Personal information
- Born: 6 June 1981 (age 44) Ōita, Ōita, Japan
- Nationality: Japanese
- Height: 1.73 m (5 ft 8 in)
- Playing position: Left wing

Club information
- Current club: Osaki Osol

Senior clubs
- Years: Team
- 2003–2009: Osaki Osol
- 2009–2010: BM Alcobendas
- 2010–2019: Osaki Osol

National team
- Years: Team / Apps / (Gls)
- Japan / 133 / (589)

= Daisuke Miyazaki (handballer) =

Japanese handball player (born 1981)

Daisuke Miyazaki (宮崎 大輔, Miyazaki Daisuke) (born 6 June 1981) is a Japanese handball player for Osaki Osol and the Japanese national team. He played for BM Alcobendas in 09/10 season.

He represented Japan at the 2019 World Men's Handball Championship.

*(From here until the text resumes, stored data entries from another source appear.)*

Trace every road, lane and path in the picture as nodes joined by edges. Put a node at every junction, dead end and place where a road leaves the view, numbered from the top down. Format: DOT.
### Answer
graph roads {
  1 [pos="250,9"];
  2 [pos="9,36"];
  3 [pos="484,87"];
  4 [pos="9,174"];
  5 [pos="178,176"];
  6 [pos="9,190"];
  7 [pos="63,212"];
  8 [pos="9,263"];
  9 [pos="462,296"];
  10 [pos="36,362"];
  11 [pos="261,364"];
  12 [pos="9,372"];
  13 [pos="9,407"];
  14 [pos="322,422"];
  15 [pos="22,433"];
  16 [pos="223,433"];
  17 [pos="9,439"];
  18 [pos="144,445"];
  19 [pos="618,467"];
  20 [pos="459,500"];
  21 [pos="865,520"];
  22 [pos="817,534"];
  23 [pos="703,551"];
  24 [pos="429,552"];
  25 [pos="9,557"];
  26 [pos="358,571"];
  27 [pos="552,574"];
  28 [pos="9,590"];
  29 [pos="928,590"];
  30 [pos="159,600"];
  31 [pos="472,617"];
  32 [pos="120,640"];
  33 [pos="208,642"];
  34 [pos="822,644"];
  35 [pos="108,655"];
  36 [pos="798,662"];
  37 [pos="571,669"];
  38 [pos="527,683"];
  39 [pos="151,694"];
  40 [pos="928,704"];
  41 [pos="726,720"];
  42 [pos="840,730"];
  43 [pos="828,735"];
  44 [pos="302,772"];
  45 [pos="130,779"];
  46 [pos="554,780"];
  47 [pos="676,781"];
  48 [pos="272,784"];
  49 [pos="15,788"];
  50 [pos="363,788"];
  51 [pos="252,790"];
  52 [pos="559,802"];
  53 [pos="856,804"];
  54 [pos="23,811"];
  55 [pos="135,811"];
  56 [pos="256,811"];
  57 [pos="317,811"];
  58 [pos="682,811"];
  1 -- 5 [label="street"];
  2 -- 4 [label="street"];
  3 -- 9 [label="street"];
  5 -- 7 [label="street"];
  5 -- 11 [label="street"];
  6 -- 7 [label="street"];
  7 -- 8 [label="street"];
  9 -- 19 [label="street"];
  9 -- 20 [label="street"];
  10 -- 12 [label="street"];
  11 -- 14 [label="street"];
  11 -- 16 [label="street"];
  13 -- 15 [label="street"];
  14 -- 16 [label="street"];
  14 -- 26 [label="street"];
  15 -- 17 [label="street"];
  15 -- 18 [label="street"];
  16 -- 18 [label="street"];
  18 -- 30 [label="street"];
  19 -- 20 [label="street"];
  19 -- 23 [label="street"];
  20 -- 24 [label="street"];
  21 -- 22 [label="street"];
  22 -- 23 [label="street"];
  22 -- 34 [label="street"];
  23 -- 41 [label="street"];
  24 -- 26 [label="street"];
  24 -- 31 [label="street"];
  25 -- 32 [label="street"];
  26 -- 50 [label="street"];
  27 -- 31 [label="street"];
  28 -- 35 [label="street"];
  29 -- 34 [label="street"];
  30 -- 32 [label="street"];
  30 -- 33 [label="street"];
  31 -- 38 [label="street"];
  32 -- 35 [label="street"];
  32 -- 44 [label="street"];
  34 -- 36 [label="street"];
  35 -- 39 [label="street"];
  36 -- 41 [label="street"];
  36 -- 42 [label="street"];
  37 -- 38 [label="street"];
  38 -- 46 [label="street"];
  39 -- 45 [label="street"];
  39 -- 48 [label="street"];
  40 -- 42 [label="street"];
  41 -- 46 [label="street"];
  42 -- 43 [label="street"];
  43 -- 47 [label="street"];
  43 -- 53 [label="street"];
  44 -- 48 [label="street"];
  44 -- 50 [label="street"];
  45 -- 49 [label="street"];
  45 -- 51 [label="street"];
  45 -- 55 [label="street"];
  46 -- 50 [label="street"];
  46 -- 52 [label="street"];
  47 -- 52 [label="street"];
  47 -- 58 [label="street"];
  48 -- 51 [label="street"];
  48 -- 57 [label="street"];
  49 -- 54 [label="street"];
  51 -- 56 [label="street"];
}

He has competed in Pro Sportsman No. 1 five times. He has won three times in 2006, 2008 and 2009. He came close in 2007, resulting in 4th place, with Paul Terek as the winner, and in 2010 he failed the 20th level. Miyazaki has also competed in the Japanese television series Sasuke. He competed four times (Sasuke 20–22, 26). In Sasuke 20, he was one of many to fail the new Half-Pipe Attack obstacle in the First Stage. However, in Sasuke 21, he completed the First Stage with less than a second left. He had more success on the Second Stage, breezing through the obstacles, and though he struggled on the Wall Lifting at the end, he completed with 10.3 seconds left. He however struggled on the Third Stage, struggling with the first two obstacles. He ultimately failed the Devil Steps, this being the earliest Third Stage failure of Shin-Sasuke (excluding Shingo Yamamoto's failure due to injury). Miyazaki competed once more in Sasuke 22, however timed out just metres from the finish of the First Stage. He competed yet again, in Sasuke 26, but failed a new obstacle in Stage 1, the Rolling Escargot.
According to Japan National Police Agency official confirmed reported, he was detained on suspicion of assaulting a woman at hotel in Nagoya, Japan on 2 November.